Hans-Georg Dederer: Insofern kommt es natürlich darauf an, wie weitgehend der EuGH entscheidet. Der EuGH tendiert aber nicht so sehr zu Grundsatzentscheidungen wie z.B. das Bundesverfassungsgericht, sondern er hält sich gerne an den Fall bzw. an die ihm von den nationalen Gerichten vorgelegten Fragen. Man kann also damit rechnen, dass sich möglicherweise erst nach vielen Jahren und mehreren Verfahren ein Bild dessen ergibt, was der EuGH im Fall GVO-freier Zonen für rechtmäßig hält und was nicht.

bioSicherheit: Aber so oder so ist Ihre Einschätzung, dass wissenschaftlich nicht fundierte Totalverbote aufgrund sozioökonomischer oder kultureller Gründe – wie sie derzeit in der Diskussion stehen – rechtlich nicht haltbar sein werden?

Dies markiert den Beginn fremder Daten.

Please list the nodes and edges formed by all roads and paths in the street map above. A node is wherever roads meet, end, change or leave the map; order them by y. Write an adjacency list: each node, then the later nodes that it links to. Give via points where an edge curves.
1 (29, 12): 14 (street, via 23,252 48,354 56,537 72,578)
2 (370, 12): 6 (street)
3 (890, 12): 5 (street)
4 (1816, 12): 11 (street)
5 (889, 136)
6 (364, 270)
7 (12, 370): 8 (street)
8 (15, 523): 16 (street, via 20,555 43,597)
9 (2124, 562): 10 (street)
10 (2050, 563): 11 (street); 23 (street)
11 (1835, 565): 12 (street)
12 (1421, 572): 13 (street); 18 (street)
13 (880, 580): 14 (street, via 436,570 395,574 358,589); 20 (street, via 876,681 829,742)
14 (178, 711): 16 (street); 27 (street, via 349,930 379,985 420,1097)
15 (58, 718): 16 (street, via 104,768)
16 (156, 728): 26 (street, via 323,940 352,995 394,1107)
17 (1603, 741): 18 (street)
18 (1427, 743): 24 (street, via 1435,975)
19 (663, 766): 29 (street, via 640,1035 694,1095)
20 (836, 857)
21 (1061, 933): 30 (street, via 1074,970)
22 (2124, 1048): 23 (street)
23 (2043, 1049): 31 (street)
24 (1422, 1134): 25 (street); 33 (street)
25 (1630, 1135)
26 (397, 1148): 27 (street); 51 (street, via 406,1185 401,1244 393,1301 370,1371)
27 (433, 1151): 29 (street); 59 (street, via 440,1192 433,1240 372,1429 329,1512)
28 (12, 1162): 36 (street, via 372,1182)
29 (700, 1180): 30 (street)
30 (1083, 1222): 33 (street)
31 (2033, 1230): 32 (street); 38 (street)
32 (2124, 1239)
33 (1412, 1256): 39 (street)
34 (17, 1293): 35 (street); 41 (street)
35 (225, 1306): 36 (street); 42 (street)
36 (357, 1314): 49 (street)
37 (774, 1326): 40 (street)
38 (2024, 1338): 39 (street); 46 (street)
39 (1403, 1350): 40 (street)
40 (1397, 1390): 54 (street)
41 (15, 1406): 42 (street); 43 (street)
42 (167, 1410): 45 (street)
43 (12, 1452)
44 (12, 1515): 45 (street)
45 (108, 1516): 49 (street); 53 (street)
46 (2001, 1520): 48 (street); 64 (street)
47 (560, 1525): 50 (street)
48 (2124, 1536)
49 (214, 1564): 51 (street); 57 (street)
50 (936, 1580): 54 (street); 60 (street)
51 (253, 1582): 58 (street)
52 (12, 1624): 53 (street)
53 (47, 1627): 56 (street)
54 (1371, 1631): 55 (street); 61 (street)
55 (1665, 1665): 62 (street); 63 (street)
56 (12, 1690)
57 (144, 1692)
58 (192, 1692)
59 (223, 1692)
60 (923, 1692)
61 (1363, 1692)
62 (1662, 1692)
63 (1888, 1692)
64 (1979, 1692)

Hans-Georg Dederer: Genau, das wäre meine Einschätzung als Jurist. Da sind die Grenzen durch Grundrechte, Grundfreiheiten und Welthandelsrecht gezogen – die jeweils auf eine Verhältnismäßigkeitsprüfung hinauslaufen. Danach sind einseitige „Nulltoleranzlösungen“ eigentlich schon dem ersten Anschein nach nicht verhältnismäßig.